Was ist ein verantwortungsloser Vater? Siehe oben! Wer sich an den erwähnten konkreten Pflichten nicht hält, also zB. Ehebruch begeht (die Frau aber alle ihre ehelichen Pflichten erfüllt), der ist verantwortungslos und muss zahlen. Nur diese Definition ist heutzutage ungültig. Aus femistischer Sicht ist jeder Vater verantwortungslos, der nicht dem Wunschbilde seiner Frau entspricht. Der Unterhalt verkommt hier zu einer Strafsteuer für die nicht erfüllten Wunschträume der Frau! Und was ist mit dem Kindeswohl? Da sollte man doch die Frau fragen, die ihre Selbstverwirklichungsphantasien nicht nur auf Kosten des Mannes sondern auch auf Kosten des Kindes ausleben wollen. "Der Mann" oder notfalls "die Gesellschaft" sollen dafür gerade stehen.

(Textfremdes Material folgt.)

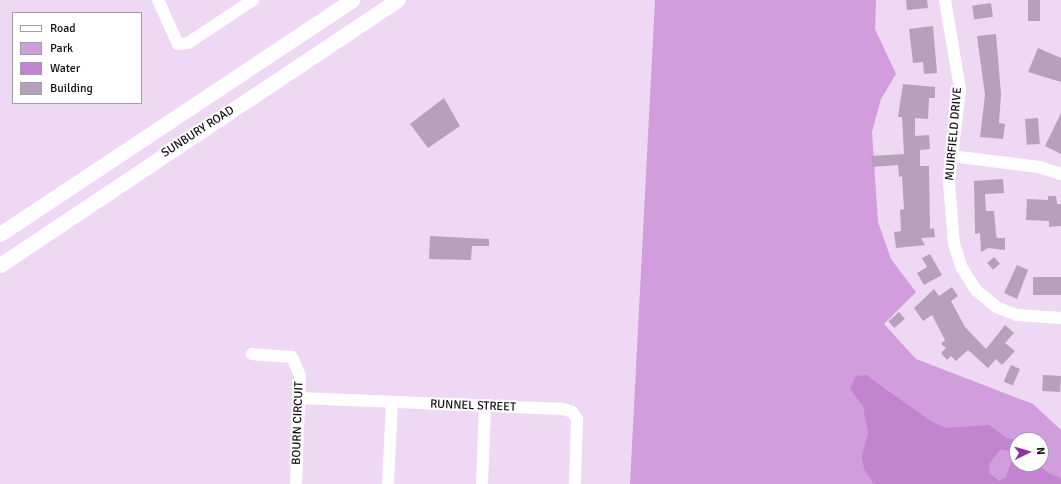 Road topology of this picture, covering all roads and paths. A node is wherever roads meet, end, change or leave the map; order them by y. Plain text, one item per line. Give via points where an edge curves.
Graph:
1 (158, 0) edge
2 (253, 0) edge
3 (352, 0) edge
4 (398, 0) edge
5 (945, 0) edge
6 (951, 156) junction
7 (1061, 174) edge
8 (0, 234) edge
9 (0, 265) edge
10 (1061, 318) edge
11 (252, 354) dead end
12 (300, 398) junction
13 (392, 403) junction
14 (486, 407) junction
15 (296, 484) edge
16 (388, 484) edge
17 (482, 484) edge
18 (575, 484) edge

1 - 2 street via 178,44 188,43
3 - 8 main road, SUNBURY ROAD
4 - 9 main road, SUNBURY ROAD
5 - 6 street, MUIRFIELD DRIVE via 960,89
6 - 7 street via 1039,167
6 - 10 street, MUIRFIELD DRIVE via 954,244 962,268 976,290 996,307 1017,315
11 - 12 street, BOURN CIRCUIT via 292,357 300,376
12 - 13 street, RUNNEL STREET
12 - 15 street, BOURN CIRCUIT
13 - 14 street, RUNNEL STREET
13 - 16 street
14 - 17 street
14 - 18 street, RUNNEL STREET via 572,412 577,420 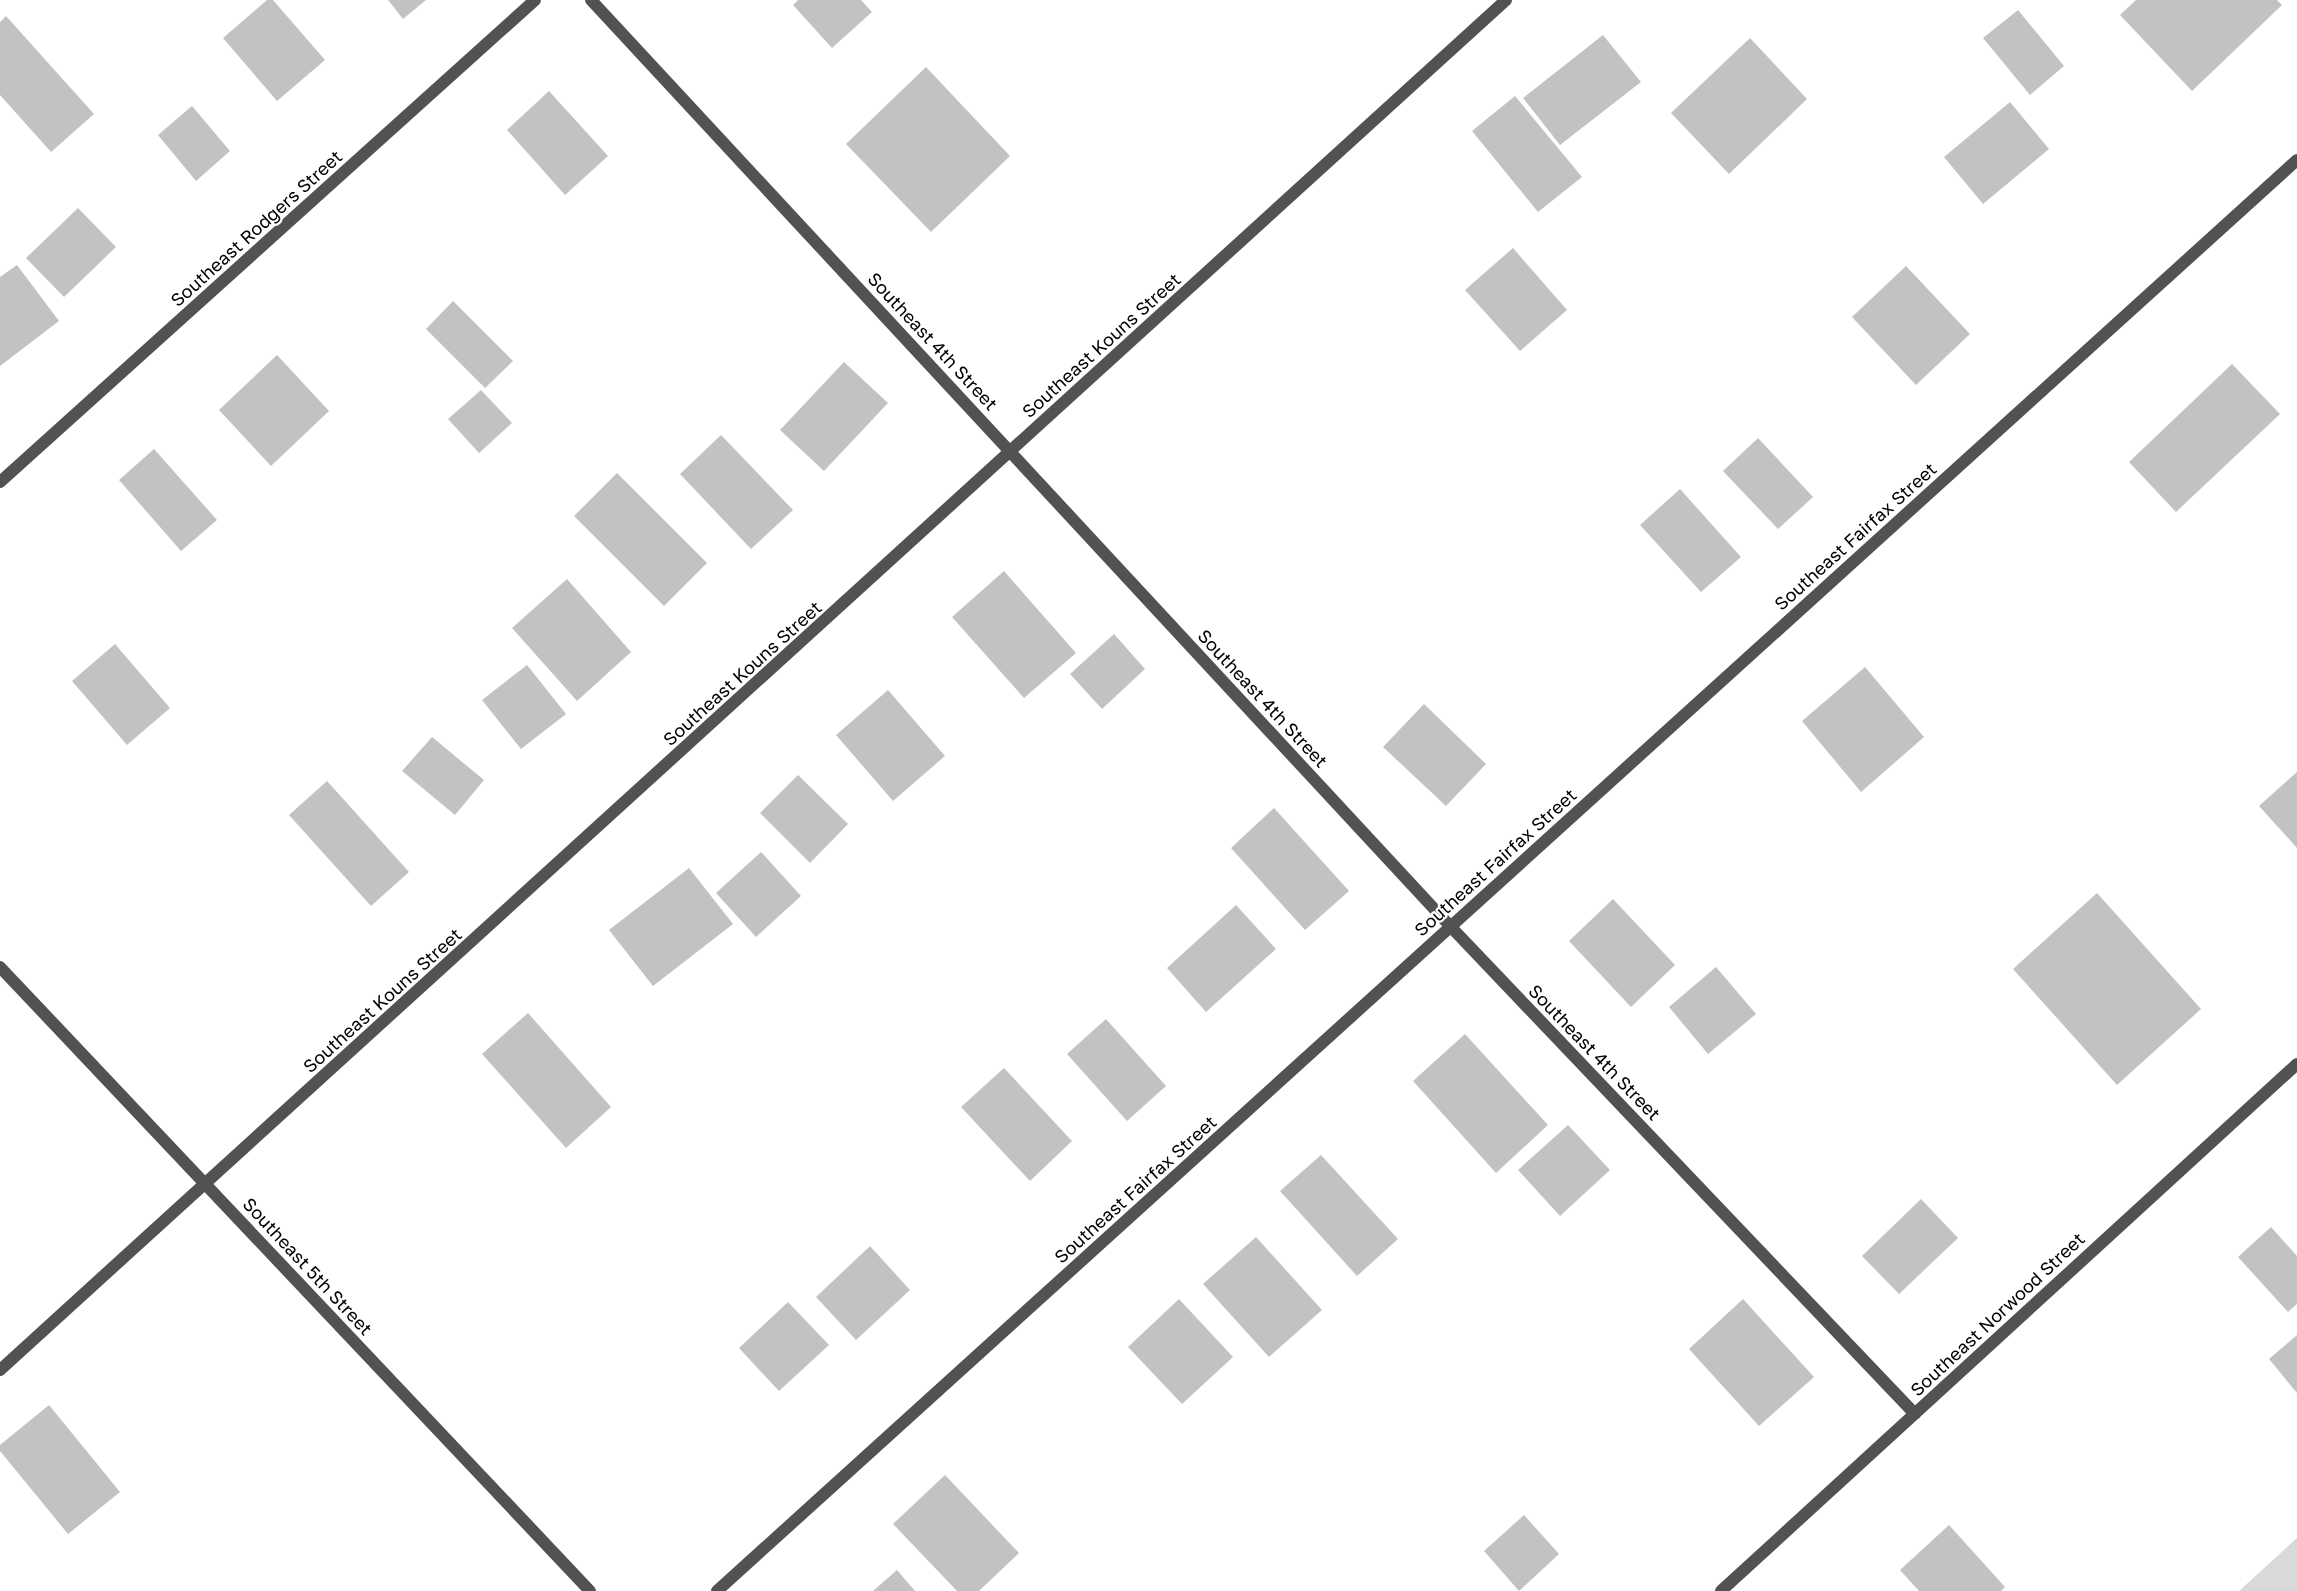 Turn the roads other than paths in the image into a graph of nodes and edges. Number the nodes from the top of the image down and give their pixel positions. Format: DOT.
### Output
graph roads {
  1 [pos="536,0"];
  2 [pos="591,0"];
  3 [pos="1506,0"];
  4 [pos="2297,160"];
  5 [pos="1011,452"];
  6 [pos="0,482"];
  7 [pos="1451,927"];
  8 [pos="0,967"];
  9 [pos="2297,1064"];
  10 [pos="206,1184"];
  11 [pos="0,1370"];
  12 [pos="1915,1413"];
  13 [pos="590,1591"];
  14 [pos="717,1591"];
  15 [pos="1721,1591"];
  1 -- 6 [label="street, Southeast Rodgers Street"];
  2 -- 5 [label="street, Southeast 4th Street"];
  3 -- 5 [label="street, Southeast Kouns Street"];
  4 -- 7 [label="street, Southeast Fairfax Street"];
  5 -- 7 [label="street, Southeast 4th Street"];
  5 -- 10 [label="street, Southeast Kouns Street"];
  7 -- 12 [label="street, Southeast 4th Street"];
  7 -- 14 [label="street, Southeast Fairfax Street"];
  8 -- 10 [label="street, Southeast 5th Street"];
  9 -- 12 [label="street, Southeast Norwood Street"];
  10 -- 11 [label="street, Southeast Kouns Street"];
  10 -- 13 [label="street, Southeast 5th Street"];
  12 -- 15 [label="street, Southeast Norwood Street"];
} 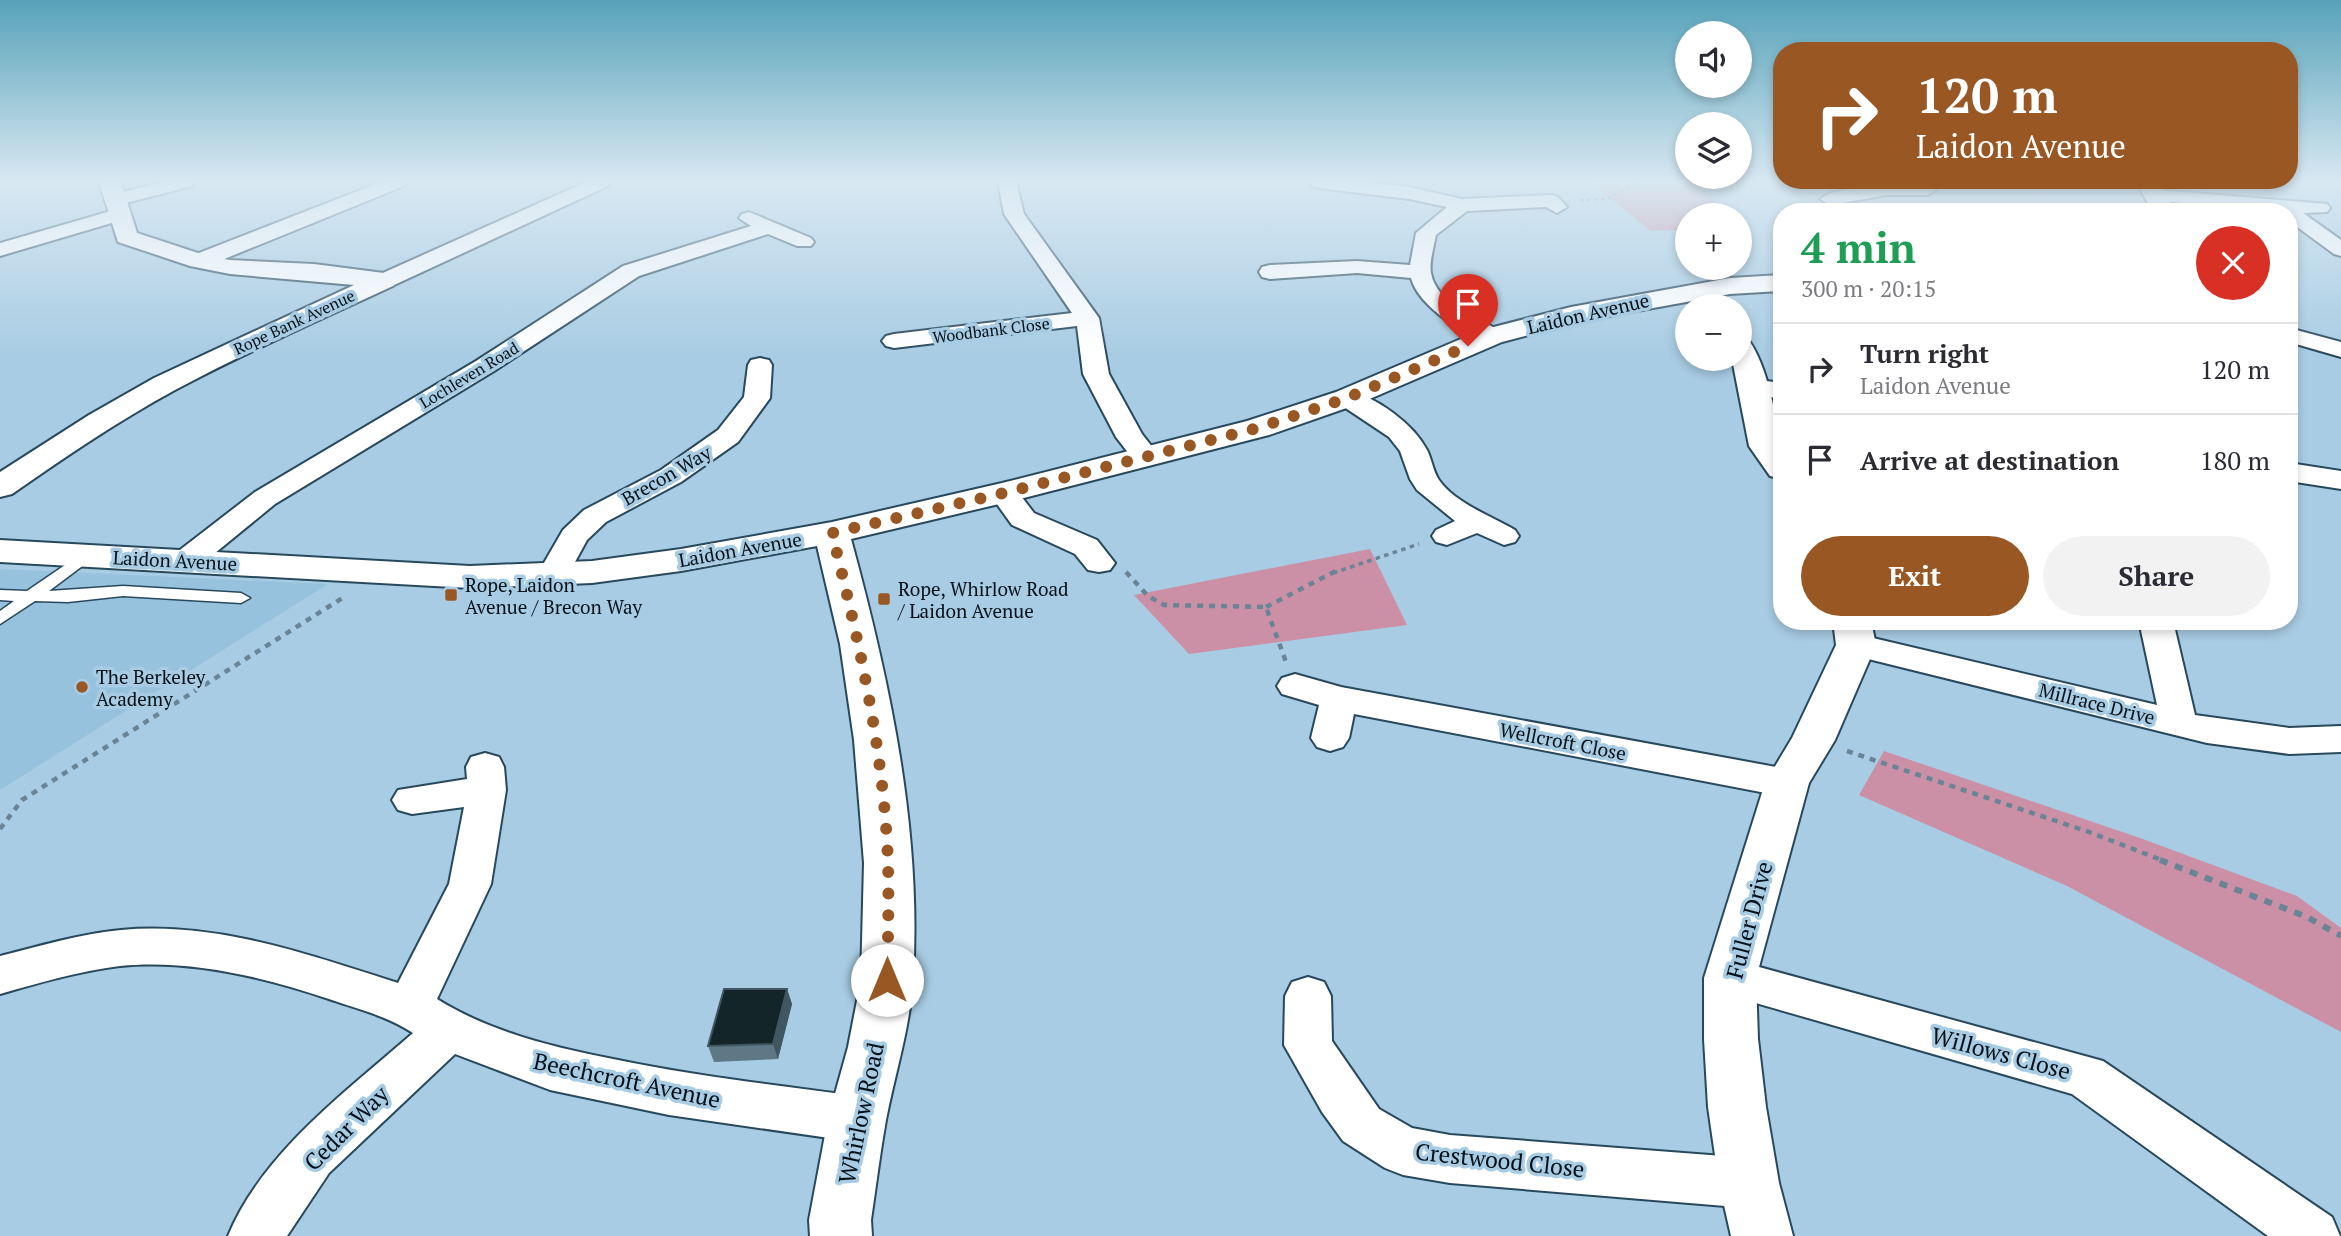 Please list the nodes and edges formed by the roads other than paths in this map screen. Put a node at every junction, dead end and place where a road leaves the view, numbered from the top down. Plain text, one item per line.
1 (23, 240) edge
2 (134, 240) edge
3 (252, 240) edge
4 (475, 240) edge
5 (713, 240) edge
6 (799, 240) edge
7 (1032, 240) edge
8 (1425, 240) edge
9 (804, 242) dead end
10 (0, 250) edge
11 (199, 261) junction
12 (1420, 272) junction
13 (1271, 273) dead end
14 (384, 281) junction
15 (1773, 284) edge
16 (1703, 294) edge
17 (1675, 301) edge
18 (1087, 318) junction
19 (1492, 336) junction
20 (2298, 338) edge
21 (894, 341) dead end
22 (2341, 350) edge
23 (761, 365) dead end
24 (1748, 371) edge
25 (1751, 387) junction
26 (1773, 390) edge
27 (1347, 398) junction
28 (1146, 457) junction
29 (1773, 457) edge
30 (2298, 473) edge
31 (2341, 480) edge
32 (0, 487) edge
33 (1004, 493) junction
34 (832, 533) junction
35 (1447, 536) road end
36 (1098, 550) road end
37 (0, 551) edge
38 (87, 555) junction
39 (187, 560) junction
40 (552, 575) junction
41 (0, 595) edge
42 (29, 597) junction
43 (242, 598) dead end
44 (0, 619) edge
45 (2158, 630) edge
46 (1854, 633) edge
47 (1295, 686) road end
48 (1339, 699) junction
49 (2179, 724) junction
50 (1330, 738) dead end
51 (2341, 739) edge
52 (1787, 783) junction
53 (412, 800) dead end
54 (0, 975) edge
55 (1730, 978) junction
56 (1308, 996) dead end
57 (429, 1018) junction
58 (857, 1119) junction
59 (1749, 1183) junction
60 (255, 1236) edge
61 (841, 1236) edge
62 (1762, 1236) edge
63 (2313, 1236) edge

1 - 10 street
2 - 11 street
3 - 11 street
4 - 14 street, Rope Bank Avenue
5 - 39 street, Lochleven Road
6 - 9 street, Lochleven Road
7 - 18 street
8 - 12 street
11 - 14 street
12 - 13 street
12 - 19 street
14 - 32 street, Rope Bank Avenue
15 - 16 street, Laidon Avenue
17 - 19 street, Laidon Avenue
18 - 21 street, Woodbank Close
18 - 28 street
19 - 27 street, Laidon Avenue
20 - 22 street
23 - 40 street, Brecon Way
24 - 25 street
25 - 26 street
25 - 29 street
27 - 28 street, Laidon Avenue
27 - 35 street
28 - 33 street, Laidon Avenue
30 - 31 street
33 - 34 street, Laidon Avenue
33 - 36 street
34 - 40 street, Laidon Avenue
34 - 58 street, Whirlow Road
37 - 38 street, Laidon Avenue
38 - 39 street, Laidon Avenue
38 - 42 lane
39 - 40 street, Laidon Avenue
41 - 42 lane
42 - 43 lane
42 - 44 lane
45 - 49 street
46 - 49 street, Millrace Drive
46 - 52 street, Fuller Drive
47 - 48 street, Wellcroft Close
48 - 50 street
48 - 52 street, Wellcroft Close
49 - 51 street, Millrace Drive
52 - 55 street, Fuller Drive
53 - 57 street
54 - 57 street, Beechcroft Avenue
55 - 59 street, Fuller Drive
55 - 63 street, Willows Close
56 - 59 street, Crestwood Close
57 - 58 street, Beechcroft Avenue
57 - 60 street, Cedar Way
58 - 61 street, Whirlow Road
59 - 62 street, Fuller Drive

Naja, sie verzichtet ja auf Einkommen und betreut dafür das Kind. Auch das ist eine Leistung, die am Monatsende geldwert in der Kasse fehlt.

Solange Frauen verheiratet sind oder in einer festen Beziehung leben, wollen sie selbstverständlich als emanzipierte Frau berufstätig und selbständig sein. Nur wenn sie ihres Partners überdrüssig wird, fällt ihr auf einmal die traditionelle Frauenrolle ein. Dann heißt es auf einmal: "Das Kind gehört zur Mutter!" und "Ich muss doch auf mein Kind aufpassen" Vorher aber, wo der Mann noch da war, hatte sie kein Problem damit, ihr Kind zum Kindergarten/-krippe zu bringen, um zu arbeiten, schließlich meint sie ja: "Ich lasse mich doch nicht ins Haus einsperren!"

Gruß vom Guildo

Sexpflicht per Gesetz? Vorgeschriebenes Lebensmodell? Sag mal, gehts noch?

Der Eman(n)ze, Monday, 04.10.2004, 21:25 (vor 7794 Tagen) @ Guildo

Als Antwort auf: Re: Feministinnen unfähig? von Guildo am 04. Oktober 2004 16:18:22:

Also Guildo, nimms mir nicht übel, aber selten habe ich so eine gequirlte [Stoffwechselprodukt] gelesen, und ich bin mir auch nicht sicher, ob Du Dir das alles überhaupt mit allen Konsequenzen durchdacht hast.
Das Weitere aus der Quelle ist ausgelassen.